Испытание - Антон Дубинин
Шрифт:
Интервал:
Закладка:
Мессир Анри в хорошем настроении перепрыгнул бы наглую зверюгу на коне, хорошенько разогнавшись. А в плохом — ткнул бы сверху копьем. Но Кретьен не был мессиром Анри, и ему пришлось спешиться и пинками прогнать пятнистую тварь прочь. Этьен вовсю радовался жизни, наблюдая эту битву, и стоило его другу опять подняться в седло, как его тотчас же уведомили, что по всему видно его славное воинское прошлое.
— Интересно, кем этот хряк был в предыдущей жизни? — поддразнил катара Кретьен, не упускавший случая поиздеваться над доктриной о перерождении. Правда, единственным видом насмешек, которых Этьен не терпел, являлись насмешки над его церковью. Он сразу как-то весь подбирался, каменел и переспрашивал ледяным голосом: «Что вы хотите этим сказать, мессир?.. По-вашему, это смешно?..»

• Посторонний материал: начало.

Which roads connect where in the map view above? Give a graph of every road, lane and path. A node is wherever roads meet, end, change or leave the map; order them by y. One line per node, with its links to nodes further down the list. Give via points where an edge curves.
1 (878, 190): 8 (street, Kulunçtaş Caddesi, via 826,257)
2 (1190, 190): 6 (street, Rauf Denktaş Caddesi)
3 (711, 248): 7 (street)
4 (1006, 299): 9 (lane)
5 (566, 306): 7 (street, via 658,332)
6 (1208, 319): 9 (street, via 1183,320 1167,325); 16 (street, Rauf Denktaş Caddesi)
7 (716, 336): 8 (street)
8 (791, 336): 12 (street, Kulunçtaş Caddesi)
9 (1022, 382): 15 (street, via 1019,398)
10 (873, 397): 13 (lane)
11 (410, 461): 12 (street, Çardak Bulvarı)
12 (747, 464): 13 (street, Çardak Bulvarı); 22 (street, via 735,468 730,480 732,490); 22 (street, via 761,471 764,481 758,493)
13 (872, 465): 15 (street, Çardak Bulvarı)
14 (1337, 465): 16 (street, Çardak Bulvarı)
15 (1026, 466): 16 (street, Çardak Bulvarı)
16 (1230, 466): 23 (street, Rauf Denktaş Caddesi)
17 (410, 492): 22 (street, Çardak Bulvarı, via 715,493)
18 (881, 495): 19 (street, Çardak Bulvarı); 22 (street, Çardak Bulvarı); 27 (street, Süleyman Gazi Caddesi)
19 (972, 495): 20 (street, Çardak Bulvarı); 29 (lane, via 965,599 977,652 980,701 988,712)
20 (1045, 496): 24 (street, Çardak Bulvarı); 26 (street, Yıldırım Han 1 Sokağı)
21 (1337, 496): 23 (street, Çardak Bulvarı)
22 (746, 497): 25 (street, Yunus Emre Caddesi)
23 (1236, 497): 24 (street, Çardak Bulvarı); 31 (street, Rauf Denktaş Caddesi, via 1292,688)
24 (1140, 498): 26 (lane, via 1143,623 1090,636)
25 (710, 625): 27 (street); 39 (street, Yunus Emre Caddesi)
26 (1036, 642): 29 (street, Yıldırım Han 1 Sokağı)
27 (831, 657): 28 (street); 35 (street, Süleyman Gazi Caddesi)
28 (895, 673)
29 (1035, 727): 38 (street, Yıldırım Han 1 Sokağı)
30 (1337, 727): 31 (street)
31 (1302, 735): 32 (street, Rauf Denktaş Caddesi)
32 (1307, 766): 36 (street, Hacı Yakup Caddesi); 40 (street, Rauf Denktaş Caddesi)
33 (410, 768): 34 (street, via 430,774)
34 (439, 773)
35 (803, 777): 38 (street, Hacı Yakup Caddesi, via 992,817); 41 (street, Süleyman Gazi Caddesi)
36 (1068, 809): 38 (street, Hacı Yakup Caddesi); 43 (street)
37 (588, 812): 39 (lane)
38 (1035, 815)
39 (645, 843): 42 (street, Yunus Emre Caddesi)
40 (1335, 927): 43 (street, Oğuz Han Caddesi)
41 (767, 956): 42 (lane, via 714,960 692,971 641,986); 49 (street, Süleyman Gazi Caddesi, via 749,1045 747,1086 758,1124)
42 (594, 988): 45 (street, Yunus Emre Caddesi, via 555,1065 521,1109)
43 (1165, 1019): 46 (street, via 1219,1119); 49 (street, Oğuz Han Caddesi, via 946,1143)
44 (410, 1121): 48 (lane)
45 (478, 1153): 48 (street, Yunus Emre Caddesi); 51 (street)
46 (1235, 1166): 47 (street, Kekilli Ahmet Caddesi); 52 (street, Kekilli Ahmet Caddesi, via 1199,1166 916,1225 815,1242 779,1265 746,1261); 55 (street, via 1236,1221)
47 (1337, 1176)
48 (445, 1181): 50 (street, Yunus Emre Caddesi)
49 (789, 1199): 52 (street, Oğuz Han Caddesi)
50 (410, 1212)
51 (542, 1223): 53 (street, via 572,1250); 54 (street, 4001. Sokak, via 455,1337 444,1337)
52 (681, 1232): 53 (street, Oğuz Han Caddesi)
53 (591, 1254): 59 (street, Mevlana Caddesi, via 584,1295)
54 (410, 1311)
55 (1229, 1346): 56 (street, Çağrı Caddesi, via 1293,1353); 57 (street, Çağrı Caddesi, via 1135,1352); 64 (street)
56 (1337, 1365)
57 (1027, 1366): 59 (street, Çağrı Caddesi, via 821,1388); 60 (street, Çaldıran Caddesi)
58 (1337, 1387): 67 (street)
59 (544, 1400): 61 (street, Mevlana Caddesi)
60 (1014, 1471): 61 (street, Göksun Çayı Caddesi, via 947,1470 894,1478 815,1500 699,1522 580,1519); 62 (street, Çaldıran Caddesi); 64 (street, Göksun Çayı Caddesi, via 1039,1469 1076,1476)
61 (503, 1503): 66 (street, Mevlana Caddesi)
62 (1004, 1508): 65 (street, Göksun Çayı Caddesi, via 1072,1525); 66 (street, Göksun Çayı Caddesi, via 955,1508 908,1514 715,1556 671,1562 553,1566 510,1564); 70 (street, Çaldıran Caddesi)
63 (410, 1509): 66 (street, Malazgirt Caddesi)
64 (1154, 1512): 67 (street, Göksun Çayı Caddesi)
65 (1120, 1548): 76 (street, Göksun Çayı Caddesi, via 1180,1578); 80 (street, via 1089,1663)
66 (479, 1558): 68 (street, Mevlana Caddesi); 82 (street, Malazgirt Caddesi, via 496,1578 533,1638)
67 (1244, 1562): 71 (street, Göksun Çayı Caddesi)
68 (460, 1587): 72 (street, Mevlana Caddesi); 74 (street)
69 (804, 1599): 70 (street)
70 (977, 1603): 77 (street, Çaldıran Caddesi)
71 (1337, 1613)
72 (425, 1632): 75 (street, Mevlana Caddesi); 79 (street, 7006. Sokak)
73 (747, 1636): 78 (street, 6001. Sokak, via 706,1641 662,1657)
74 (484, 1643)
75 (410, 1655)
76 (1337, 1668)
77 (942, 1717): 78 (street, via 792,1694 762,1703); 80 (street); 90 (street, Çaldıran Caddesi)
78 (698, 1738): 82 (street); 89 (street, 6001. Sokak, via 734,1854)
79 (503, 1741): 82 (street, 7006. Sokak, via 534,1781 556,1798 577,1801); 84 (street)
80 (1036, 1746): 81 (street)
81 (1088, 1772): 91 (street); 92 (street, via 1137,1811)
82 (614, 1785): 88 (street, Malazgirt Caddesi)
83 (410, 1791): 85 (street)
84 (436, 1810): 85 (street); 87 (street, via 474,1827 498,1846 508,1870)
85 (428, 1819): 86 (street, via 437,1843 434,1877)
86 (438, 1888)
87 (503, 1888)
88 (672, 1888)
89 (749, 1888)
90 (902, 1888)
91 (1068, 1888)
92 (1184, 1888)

Но на этот раз он в долгу не остался:
— Кем? Да… трувором одним… Ты поосторожнее со словами, Бон Кретьен, видишь, какая судьба постигла твоего предшественника! А все за то, что хулил Церковь Христову — по недомыслию своему…
Кретьен, в свою очередь, терпеть не мог подобного искажения своего имени. Этьен был не первым, кто увидел в нем такое сходство с обозначением катарского священника — увы, это некогда уже сделал один незабвенный парижский мэтр-преподаватель, а о нем поэт вспоминать не любил. Он страшно заворочал глазами и потянулся дрожащей скрюченной дланью к горлу нахального спутника:
— Не-ет, монсеньор, я вовсе не добрый христианин! Я — первый злодей окрестных мест! Кошелек или жизнь! Впрочем, — он махнул рукой, — разве это жизнь… И разве это кошелек… Проезжай, любезный, да не свались с коня от истощенья.
На Этьена он обижаться не мог. Вот совсем никак.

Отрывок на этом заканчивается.